# BRIEF
From the entries below, reproduce exactly the line containing "For a GIS import: What", the line containing "Map reading. Serialize", and every line in between, with nothing added.

# INPUT MATERIAL
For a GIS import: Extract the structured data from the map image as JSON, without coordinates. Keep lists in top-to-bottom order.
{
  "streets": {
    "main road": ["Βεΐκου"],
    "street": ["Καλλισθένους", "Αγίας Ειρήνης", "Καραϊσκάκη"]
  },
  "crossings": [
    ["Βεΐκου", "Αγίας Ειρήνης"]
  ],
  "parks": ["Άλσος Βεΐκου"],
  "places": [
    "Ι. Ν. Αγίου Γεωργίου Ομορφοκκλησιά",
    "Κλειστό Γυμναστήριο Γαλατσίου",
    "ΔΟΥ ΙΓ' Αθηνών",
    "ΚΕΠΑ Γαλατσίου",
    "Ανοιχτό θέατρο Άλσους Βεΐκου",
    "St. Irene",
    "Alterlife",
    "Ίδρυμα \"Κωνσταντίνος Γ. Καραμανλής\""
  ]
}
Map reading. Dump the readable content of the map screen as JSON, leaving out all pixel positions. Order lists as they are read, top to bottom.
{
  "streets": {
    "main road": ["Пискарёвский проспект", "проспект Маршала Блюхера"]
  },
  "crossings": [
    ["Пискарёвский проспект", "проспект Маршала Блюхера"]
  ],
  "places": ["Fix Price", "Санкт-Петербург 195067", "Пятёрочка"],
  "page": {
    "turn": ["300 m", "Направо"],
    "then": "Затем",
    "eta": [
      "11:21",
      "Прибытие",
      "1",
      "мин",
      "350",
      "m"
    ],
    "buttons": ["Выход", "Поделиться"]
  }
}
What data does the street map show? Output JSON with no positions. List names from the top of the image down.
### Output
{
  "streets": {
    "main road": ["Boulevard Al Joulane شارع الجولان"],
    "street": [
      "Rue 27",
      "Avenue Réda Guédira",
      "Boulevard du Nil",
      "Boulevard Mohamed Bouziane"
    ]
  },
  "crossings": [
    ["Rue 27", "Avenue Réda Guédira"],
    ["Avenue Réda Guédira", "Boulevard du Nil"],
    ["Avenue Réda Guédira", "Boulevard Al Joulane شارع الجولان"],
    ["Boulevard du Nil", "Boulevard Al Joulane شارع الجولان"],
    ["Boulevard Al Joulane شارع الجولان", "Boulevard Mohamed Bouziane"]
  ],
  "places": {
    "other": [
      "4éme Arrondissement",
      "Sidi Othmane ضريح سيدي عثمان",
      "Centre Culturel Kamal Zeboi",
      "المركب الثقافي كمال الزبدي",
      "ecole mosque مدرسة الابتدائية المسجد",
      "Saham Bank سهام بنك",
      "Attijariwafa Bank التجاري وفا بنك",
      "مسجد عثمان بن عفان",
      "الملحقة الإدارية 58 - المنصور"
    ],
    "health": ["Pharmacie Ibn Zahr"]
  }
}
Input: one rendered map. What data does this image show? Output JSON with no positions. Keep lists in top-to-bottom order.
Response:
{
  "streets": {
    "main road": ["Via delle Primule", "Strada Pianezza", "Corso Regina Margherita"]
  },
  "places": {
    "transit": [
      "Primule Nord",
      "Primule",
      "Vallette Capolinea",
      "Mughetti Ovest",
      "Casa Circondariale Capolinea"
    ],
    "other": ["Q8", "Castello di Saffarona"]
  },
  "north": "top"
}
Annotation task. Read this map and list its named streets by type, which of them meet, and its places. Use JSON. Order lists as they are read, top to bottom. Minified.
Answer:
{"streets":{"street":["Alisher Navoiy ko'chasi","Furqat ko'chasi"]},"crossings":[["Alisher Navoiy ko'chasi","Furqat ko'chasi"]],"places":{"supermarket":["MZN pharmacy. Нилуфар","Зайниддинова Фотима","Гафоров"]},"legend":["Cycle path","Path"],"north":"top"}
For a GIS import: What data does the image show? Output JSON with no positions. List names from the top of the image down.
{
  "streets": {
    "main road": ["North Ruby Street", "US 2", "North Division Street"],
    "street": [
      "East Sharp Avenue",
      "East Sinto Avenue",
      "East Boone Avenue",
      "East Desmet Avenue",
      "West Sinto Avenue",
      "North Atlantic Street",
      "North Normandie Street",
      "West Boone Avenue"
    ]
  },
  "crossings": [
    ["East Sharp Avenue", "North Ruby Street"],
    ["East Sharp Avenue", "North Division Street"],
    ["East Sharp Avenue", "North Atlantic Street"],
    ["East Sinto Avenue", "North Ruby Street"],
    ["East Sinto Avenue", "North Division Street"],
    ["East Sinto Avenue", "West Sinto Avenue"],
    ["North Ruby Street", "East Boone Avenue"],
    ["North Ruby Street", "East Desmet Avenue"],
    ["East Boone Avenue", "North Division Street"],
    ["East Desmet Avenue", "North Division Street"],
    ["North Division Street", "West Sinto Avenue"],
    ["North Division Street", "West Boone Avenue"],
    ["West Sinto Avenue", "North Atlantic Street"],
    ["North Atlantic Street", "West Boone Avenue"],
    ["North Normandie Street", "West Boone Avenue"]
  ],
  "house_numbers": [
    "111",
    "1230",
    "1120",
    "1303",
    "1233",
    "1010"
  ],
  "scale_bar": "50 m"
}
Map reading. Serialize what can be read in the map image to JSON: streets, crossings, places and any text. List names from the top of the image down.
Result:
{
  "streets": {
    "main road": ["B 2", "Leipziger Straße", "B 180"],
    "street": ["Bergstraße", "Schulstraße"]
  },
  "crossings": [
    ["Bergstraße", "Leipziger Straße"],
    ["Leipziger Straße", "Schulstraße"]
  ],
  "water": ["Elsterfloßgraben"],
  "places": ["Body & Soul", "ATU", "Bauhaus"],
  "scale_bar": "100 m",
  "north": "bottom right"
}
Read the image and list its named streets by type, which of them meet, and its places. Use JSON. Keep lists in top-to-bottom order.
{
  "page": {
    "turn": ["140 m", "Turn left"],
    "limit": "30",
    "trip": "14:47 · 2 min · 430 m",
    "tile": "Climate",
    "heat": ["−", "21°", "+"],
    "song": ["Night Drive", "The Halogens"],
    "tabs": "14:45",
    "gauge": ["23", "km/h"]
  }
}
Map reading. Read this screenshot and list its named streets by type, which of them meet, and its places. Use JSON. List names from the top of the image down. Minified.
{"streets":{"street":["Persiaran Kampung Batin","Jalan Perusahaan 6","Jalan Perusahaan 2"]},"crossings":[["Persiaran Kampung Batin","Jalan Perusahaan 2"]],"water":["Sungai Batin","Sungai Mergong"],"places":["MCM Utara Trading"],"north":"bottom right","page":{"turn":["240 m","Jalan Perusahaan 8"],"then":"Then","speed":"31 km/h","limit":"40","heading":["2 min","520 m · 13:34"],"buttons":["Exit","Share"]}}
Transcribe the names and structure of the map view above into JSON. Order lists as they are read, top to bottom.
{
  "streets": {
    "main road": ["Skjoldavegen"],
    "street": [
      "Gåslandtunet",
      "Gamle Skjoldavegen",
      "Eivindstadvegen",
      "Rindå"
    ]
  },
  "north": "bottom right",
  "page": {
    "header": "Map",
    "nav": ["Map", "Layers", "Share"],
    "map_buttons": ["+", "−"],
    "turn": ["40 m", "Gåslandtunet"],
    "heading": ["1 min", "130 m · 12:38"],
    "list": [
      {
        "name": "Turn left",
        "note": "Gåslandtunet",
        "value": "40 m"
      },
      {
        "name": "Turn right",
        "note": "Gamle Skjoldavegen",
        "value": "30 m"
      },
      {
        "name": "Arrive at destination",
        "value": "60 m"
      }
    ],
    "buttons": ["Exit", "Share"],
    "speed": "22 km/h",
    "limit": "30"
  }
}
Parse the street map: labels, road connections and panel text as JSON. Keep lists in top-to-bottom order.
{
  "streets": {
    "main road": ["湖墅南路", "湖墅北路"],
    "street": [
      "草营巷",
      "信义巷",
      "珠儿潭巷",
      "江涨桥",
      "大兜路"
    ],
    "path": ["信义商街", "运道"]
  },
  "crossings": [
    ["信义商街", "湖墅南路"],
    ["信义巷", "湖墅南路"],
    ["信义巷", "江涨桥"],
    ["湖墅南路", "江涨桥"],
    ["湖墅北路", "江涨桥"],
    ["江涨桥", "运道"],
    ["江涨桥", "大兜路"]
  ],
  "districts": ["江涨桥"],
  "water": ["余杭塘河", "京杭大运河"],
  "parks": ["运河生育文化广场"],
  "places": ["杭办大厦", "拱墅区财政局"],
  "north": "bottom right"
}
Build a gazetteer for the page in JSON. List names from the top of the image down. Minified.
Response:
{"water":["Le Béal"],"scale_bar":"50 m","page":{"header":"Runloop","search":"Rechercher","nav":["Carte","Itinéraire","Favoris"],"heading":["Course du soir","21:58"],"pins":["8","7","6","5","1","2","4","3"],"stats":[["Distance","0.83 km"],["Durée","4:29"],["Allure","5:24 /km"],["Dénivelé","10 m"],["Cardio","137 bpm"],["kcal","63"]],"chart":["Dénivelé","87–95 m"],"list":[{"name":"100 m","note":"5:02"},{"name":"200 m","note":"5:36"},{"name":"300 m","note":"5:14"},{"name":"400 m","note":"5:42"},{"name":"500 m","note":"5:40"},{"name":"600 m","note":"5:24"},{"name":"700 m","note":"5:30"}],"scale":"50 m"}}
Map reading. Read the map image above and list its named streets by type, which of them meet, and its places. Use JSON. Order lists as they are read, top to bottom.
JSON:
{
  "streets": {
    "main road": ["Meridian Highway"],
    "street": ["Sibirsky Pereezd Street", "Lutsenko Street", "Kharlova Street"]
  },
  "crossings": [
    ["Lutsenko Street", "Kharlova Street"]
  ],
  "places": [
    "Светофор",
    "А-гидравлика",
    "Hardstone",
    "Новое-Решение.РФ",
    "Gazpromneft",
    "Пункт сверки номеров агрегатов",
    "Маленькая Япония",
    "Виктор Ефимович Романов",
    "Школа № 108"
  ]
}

# WRITTEN SOLUTION
For a GIS import: What data does the image show? Output JSON with no positions. List names from the top of the image down.
{
  "streets": {
    "main road": ["North Ruby Street", "US 2", "North Division Street"],
    "street": [
      "East Sharp Avenue",
      "East Sinto Avenue",
      "East Boone Avenue",
      "East Desmet Avenue",
      "West Sinto Avenue",
      "North Atlantic Street",
      "North Normandie Street",
      "West Boone Avenue"
    ]
  },
  "crossings": [
    ["East Sharp Avenue", "North Ruby Street"],
    ["East Sharp Avenue", "North Division Street"],
    ["East Sharp Avenue", "North Atlantic Street"],
    ["East Sinto Avenue", "North Ruby Street"],
    ["East Sinto Avenue", "North Division Street"],
    ["East Sinto Avenue", "West Sinto Avenue"],
    ["North Ruby Street", "East Boone Avenue"],
    ["North Ruby Street", "East Desmet Avenue"],
    ["East Boone Avenue", "North Division Street"],
    ["East Desmet Avenue", "North Division Street"],
    ["North Division Street", "West Sinto Avenue"],
    ["North Division Street", "West Boone Avenue"],
    ["West Sinto Avenue", "North Atlantic Street"],
    ["North Atlantic Street", "West Boone Avenue"],
    ["North Normandie Street", "West Boone Avenue"]
  ],
  "house_numbers": [
    "111",
    "1230",
    "1120",
    "1303",
    "1233",
    "1010"
  ],
  "scale_bar": "50 m"
}
Map reading. Serialize what can be read in the map image to JSON: streets, crossings, places and any text. List names from the top of the image down.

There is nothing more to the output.